Anne and James Dey emigrated from Scotland to Canada c 1837, bringing with them Alexander Ival, who was then aged about five years old. The name Ival / Ivel was quite common in the Moray area of Scotland at this time and this is probably where Alexander was born in about 1831. Anne Gauld had married James Dey in Botriphinie, Banff County, Scotland in 1833. Alexander could (as Margaret Bymoen suggests) have been Anne’s son from an earlier marriage, although there is no marriage, birth or baptism record to support this theory. I think it more likely that he was Anne’s brother. Anne is shown (with James Dey and their children) in the 1851 Canada census as “Anny Ivell”, aged 40. This census records married women under their maiden names. The Dey family (and Alexander) settled in the Cote St Gabriel area (near Saint Jerome) about 50 miles NW of Montreal in Quebec.

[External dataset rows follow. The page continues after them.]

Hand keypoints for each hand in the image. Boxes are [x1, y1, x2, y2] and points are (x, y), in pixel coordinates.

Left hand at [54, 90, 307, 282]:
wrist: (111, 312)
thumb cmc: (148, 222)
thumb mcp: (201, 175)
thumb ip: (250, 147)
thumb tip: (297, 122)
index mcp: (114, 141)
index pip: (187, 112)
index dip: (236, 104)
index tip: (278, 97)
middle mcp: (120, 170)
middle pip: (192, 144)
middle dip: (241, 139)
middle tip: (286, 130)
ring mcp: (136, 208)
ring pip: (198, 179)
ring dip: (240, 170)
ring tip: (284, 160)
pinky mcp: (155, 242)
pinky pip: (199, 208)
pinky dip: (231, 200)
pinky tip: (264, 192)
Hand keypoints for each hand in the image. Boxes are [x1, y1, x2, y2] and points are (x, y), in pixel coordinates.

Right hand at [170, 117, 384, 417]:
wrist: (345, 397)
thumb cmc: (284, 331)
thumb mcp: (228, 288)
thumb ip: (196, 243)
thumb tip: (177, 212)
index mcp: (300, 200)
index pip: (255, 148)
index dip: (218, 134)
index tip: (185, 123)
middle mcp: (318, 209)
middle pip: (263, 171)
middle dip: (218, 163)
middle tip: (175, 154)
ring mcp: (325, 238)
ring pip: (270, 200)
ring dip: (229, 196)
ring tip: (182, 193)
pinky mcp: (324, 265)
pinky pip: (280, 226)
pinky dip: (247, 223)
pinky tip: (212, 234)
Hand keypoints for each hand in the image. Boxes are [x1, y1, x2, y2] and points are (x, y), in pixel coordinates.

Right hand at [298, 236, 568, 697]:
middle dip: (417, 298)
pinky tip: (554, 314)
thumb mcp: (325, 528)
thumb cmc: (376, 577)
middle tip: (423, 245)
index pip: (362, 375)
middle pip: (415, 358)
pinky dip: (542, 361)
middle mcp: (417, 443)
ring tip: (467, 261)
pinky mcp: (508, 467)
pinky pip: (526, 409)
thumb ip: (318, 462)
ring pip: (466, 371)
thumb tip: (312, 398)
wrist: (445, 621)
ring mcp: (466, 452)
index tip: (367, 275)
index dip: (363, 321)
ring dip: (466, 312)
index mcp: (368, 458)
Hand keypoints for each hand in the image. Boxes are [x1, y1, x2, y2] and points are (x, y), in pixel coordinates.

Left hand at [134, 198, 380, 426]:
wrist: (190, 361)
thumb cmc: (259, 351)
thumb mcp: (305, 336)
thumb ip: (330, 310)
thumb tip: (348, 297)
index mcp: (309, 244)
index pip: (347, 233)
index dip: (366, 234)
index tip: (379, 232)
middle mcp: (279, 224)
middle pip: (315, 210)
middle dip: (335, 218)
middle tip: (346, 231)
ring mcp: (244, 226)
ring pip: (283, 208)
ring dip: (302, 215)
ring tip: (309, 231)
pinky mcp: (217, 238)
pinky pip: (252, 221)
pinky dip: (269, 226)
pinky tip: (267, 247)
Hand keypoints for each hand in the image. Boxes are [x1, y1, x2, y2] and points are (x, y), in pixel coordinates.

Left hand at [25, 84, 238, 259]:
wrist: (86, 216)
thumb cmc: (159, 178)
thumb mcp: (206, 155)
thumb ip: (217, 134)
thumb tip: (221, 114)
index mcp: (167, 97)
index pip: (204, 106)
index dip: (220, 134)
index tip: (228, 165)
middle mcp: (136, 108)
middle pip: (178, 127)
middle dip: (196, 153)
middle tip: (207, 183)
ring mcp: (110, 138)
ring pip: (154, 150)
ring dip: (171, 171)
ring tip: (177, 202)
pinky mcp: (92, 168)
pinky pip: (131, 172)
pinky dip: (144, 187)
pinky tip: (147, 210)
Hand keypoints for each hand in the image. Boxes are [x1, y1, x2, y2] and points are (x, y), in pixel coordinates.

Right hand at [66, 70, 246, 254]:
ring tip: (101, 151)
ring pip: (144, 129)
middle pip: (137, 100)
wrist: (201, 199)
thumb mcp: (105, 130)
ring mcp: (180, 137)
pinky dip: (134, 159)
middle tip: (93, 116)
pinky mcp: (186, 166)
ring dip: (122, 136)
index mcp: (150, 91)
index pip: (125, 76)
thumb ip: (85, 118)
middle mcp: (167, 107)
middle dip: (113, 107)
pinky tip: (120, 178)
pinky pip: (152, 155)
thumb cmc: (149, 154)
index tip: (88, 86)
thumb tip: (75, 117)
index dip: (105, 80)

On 16th December 1850 Alexander (aged about 19) married Jane Kerr (aged about 17) in a Scottish Presbyterian Church at Chatham, Ottawa River, Quebec. Jane was born in 1833 in Quebec, the daughter of Patrick Kerr, a farmer from Ireland. Alexander and Jane went on to have ten children (eight boys and two girls), namely John (1852-1918), James (b1853), Alexander (1855-1922), George (1856-1947), Robert (1858-1929), William (1860-1940), Samuel (1863-1919), Mary Ann (b1865), Jane (b1868) and Edward (1870-1955). John, their first son, was born on March 10th 1852 and baptised in September 1852 at St Andrews Wesleyan Methodist Church in St Jerome.
The 1861 census shows Alexander Ival (aged 30, a farmer) living at Mille-Isles, County of Argentueil, Quebec with his wife Jane (aged 27) and children John (11), James (9), Alexander (7), George (5), Robert (3) and William (1).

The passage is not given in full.